Some Questions and Answers

Q. I am a simple minded user. I do not want hundreds of different systems. Which one should I use?

A. Try the 50 cluster GB Profiles Classic.

Q. How can I find out more about Geodemographics?

A. Read some of the references or come to Leeds and do an MA in Business and Service Planning, either face-to-face or part-time at a distance.

Q. How can I get help to use LGAS?

A. You should not need to. It is offered as a zero support DIY service - zero support because no one is paying us to provide any. However, we also believe you do not need any (or not much anyway!) Please let us know if you think otherwise and particularly those parts that you have problems with.

Q. Why must I use one of the fixed GB Profile classifications rather than create my own?

A. Because it is easier and quicker. In the mid 1980s it was estimated that a national classification (Super Profiles) cost £200k of computing time each time a new one was created - purely a theoretical cost because academics in the UK did not pay for computing time. The GB Profiles91 classifications took between 10 minutes and several weeks on a Sun workstation in the middle 1990s, and even in 1999 a single run could still take a few days. Soon you will be able to choose your variables, select the scale, decide on a range of clusters, and get the results back almost instantly, BUT not just yet. Indeed this would be possible today albeit only on very expensive high performance computing hardware. So why not exercise patience and wait a few years or else create your own classifications from scratch on your own hardware.

Q. Would a more targeted classification perform better than a general purpose one?

A. Yes and No. If you compared a classification carefully hand crafted to identify deprivation areas with a general purpose one then it is possible that the special purpose one would offer a better description for the same number of clusters. Maybe all you need do is increase the number of clusters in the general purpose classification.
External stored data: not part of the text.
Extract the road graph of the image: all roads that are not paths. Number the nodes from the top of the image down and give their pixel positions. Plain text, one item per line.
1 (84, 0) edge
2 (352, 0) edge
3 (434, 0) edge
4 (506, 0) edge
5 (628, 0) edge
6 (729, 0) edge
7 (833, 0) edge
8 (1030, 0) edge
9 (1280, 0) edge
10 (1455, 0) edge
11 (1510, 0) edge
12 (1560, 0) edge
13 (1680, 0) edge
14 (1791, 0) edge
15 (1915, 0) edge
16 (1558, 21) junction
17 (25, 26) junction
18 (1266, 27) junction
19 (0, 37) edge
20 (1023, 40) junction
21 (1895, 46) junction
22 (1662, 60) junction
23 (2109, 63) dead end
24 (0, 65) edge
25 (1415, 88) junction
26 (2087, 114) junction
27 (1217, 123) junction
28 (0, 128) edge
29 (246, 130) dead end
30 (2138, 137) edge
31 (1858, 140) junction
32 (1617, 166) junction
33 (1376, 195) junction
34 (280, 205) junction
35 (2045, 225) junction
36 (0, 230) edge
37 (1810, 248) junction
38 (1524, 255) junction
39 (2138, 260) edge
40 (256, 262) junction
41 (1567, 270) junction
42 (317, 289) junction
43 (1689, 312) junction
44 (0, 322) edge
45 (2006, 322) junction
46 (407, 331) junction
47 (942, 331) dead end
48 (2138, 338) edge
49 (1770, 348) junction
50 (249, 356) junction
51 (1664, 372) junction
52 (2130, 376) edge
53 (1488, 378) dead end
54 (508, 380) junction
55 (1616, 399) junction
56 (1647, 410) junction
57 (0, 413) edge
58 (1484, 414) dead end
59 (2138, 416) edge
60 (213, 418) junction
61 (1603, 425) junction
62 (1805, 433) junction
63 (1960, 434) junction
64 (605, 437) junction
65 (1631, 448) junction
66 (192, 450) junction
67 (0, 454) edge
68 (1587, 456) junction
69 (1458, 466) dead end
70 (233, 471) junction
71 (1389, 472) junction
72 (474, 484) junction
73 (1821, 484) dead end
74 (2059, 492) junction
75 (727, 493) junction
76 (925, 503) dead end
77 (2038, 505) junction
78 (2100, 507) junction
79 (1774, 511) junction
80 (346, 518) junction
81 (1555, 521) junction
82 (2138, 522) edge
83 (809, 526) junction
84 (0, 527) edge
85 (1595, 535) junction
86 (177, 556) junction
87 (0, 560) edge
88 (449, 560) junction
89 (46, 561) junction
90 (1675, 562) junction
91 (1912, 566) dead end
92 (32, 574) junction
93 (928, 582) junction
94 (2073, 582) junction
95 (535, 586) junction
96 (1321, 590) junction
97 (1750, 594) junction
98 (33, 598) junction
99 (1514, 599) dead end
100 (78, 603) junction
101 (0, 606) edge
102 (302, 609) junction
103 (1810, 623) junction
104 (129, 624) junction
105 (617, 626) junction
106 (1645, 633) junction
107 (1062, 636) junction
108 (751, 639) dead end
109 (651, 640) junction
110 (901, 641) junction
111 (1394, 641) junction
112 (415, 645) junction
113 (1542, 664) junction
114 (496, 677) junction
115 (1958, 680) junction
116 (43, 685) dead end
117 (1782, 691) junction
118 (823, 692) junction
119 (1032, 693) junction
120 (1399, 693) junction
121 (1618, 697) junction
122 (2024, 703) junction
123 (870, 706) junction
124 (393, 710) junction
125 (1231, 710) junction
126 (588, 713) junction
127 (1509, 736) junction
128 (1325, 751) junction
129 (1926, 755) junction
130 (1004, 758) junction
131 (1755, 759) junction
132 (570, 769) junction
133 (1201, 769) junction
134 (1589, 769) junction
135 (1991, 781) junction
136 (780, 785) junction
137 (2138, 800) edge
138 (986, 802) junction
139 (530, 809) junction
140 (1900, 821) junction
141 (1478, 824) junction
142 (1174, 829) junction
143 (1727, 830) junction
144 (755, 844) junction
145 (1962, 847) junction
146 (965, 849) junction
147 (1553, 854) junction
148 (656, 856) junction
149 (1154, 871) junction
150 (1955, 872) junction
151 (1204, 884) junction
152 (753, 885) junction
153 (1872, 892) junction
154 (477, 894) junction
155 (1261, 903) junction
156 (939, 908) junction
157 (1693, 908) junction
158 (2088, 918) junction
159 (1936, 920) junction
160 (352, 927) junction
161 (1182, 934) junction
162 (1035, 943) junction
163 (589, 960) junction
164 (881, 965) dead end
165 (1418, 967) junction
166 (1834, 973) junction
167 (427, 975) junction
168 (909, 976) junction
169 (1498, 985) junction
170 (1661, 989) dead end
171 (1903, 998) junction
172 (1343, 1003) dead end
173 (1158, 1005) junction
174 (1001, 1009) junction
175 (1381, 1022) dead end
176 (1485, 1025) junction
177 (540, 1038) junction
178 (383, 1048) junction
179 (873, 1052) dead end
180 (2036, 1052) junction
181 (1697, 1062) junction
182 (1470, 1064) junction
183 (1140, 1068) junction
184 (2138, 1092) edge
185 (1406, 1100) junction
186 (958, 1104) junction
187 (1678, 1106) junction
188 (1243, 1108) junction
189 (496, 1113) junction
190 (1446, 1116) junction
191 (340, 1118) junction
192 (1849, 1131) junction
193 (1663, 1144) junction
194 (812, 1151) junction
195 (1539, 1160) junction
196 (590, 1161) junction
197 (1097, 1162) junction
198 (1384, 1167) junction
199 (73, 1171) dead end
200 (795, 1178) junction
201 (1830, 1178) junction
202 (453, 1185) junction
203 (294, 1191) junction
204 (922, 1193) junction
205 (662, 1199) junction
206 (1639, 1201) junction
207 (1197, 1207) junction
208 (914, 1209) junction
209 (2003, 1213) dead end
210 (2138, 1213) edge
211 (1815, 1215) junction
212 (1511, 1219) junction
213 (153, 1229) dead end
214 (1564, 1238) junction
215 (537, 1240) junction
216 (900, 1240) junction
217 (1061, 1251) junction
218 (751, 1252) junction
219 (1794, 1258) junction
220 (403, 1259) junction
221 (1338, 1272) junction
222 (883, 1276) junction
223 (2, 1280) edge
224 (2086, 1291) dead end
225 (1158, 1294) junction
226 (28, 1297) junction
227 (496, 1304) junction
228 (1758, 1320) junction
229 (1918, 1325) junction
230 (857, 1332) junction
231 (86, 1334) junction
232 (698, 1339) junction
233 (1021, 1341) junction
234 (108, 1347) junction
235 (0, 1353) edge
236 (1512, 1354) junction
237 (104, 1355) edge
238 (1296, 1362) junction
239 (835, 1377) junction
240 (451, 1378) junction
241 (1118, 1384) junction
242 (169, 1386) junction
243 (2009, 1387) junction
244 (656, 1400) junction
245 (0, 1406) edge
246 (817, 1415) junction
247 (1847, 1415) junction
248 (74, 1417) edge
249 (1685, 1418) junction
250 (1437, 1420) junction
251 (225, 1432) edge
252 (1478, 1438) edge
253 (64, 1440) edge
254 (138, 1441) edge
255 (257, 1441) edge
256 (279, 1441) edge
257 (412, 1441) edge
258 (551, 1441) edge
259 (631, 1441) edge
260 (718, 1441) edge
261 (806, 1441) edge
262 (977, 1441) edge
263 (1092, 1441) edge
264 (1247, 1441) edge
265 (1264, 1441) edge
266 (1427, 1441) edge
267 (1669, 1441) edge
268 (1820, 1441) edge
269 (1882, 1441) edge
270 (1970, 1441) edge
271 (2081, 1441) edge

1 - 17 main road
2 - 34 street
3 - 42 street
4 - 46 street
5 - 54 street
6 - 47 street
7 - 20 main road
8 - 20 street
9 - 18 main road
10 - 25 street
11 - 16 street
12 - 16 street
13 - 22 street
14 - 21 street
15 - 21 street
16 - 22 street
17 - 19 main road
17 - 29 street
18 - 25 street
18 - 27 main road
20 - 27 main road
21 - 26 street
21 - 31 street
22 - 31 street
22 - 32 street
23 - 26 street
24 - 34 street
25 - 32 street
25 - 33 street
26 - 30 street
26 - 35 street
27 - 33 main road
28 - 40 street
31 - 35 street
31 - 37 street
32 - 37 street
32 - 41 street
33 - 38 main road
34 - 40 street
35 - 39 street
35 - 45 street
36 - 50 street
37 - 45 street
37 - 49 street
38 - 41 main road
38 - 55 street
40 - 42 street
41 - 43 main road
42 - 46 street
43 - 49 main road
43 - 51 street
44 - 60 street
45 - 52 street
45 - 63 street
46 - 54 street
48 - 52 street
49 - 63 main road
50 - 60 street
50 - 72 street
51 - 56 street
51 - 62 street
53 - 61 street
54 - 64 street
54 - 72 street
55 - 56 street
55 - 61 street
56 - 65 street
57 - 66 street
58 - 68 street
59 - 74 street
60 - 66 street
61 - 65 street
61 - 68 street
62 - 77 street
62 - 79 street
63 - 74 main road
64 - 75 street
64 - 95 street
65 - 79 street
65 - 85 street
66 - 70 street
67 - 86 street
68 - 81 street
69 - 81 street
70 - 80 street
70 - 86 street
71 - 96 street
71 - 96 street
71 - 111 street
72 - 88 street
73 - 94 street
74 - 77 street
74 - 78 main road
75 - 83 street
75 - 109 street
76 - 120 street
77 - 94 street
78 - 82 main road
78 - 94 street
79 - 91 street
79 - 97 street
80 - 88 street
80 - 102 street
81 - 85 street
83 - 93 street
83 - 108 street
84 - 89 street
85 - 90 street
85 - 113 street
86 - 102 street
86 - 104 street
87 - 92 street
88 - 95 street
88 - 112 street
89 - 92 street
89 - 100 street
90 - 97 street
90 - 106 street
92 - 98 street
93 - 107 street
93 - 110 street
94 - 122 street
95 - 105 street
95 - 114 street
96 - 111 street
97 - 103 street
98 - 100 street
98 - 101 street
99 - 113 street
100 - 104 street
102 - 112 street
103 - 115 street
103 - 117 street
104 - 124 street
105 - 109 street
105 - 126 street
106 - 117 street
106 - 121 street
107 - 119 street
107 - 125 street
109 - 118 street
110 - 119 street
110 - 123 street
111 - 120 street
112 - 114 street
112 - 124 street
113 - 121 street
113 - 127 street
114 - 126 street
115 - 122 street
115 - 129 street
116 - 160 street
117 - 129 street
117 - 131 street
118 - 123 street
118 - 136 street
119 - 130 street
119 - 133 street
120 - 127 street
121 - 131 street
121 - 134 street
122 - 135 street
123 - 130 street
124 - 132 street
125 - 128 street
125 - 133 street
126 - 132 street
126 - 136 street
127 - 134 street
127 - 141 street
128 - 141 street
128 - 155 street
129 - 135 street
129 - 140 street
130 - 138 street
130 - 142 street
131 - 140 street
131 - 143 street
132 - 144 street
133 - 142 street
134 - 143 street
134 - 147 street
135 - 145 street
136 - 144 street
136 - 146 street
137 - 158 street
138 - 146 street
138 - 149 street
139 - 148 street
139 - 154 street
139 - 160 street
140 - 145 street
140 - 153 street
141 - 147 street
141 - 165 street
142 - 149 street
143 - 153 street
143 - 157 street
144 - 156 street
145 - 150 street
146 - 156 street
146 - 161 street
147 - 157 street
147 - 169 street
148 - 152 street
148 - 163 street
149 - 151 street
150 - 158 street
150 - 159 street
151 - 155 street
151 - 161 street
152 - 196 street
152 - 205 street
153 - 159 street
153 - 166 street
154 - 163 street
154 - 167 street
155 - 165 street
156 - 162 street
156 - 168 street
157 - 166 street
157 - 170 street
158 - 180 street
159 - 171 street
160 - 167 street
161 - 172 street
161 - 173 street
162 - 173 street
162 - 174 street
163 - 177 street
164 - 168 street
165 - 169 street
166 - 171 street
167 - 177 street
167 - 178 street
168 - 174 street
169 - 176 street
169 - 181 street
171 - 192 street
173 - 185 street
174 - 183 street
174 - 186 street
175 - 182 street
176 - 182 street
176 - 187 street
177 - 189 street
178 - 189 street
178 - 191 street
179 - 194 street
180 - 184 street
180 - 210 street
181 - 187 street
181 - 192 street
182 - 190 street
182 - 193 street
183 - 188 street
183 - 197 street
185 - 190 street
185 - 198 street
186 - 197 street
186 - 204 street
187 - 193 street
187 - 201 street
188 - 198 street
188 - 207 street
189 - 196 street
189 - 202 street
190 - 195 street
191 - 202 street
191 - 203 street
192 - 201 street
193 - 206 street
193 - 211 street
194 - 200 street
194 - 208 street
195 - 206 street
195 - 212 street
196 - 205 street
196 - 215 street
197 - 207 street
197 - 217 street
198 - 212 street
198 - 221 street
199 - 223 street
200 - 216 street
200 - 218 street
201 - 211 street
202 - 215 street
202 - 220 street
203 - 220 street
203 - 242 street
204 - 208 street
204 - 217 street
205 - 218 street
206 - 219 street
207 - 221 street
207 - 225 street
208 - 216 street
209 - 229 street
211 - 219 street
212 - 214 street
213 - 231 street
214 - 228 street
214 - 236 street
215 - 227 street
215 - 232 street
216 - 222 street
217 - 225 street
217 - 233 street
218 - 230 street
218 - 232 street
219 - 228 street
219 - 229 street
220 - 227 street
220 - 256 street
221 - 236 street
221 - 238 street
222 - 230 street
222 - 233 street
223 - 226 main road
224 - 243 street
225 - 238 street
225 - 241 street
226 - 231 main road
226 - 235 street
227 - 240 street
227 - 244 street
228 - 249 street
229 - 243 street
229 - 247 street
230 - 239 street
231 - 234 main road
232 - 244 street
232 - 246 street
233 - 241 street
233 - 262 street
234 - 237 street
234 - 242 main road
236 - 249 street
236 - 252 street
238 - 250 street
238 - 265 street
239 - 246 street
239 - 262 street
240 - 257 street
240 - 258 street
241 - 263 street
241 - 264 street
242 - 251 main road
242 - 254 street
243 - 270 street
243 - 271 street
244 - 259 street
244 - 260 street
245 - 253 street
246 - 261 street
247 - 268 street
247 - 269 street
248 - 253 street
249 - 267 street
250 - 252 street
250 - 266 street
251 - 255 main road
Q. Are the 1991 census data too old to be useful?

A. Yes it is old but it is still the best small area data we have for Britain. You just have to bear in mind that a small percentage of the results will be wrong but that would also have been true in 1993 except the size of the percentage would have been less.

Q. Are lifestyle data and lifestyle census data far superior?

A. That is unproven. Basically you would have to trade-off a 1991 classification of Britain against lifestyle census based systems created in the mid to late 1990s (possibly using data spread over several years and of unproven validity). This lifestyle classification (which is not yet in the academic sector so is unavailable) would probably be good in some areas but have holes in others! It must also depend on what you want to do and what you can afford to pay.

Q. Are the variables used in GB Profiles male focused?

A. Yes. Marcus and Stan are males but Linda is not. However, we accept there may be an unconscious gender specific bias but, so far, we refuse to believe it matters much (or at all) given the other problems.

Q. None of my postcodes or ED codes on my input file were matched. Is LGAS totally naff or is it me?

A. It's you! You need to ensure your files match one of the input formats.

Q. Is there a limit on how many records I can have in my input file?

A. No, other than those implicit constraints related to disk space and, or, internet ftp problems.

Q. My input file has several different data values which I was hoping LGAS would analyse for me but it does not appear to handle more than two at a time.

A. That's right. So split your input data up and send LGAS multiple files. Sorry, but sometimes you have to live with annoying little restrictions imposed by others. Basically this restriction greatly simplified our task in writing the LGAS software.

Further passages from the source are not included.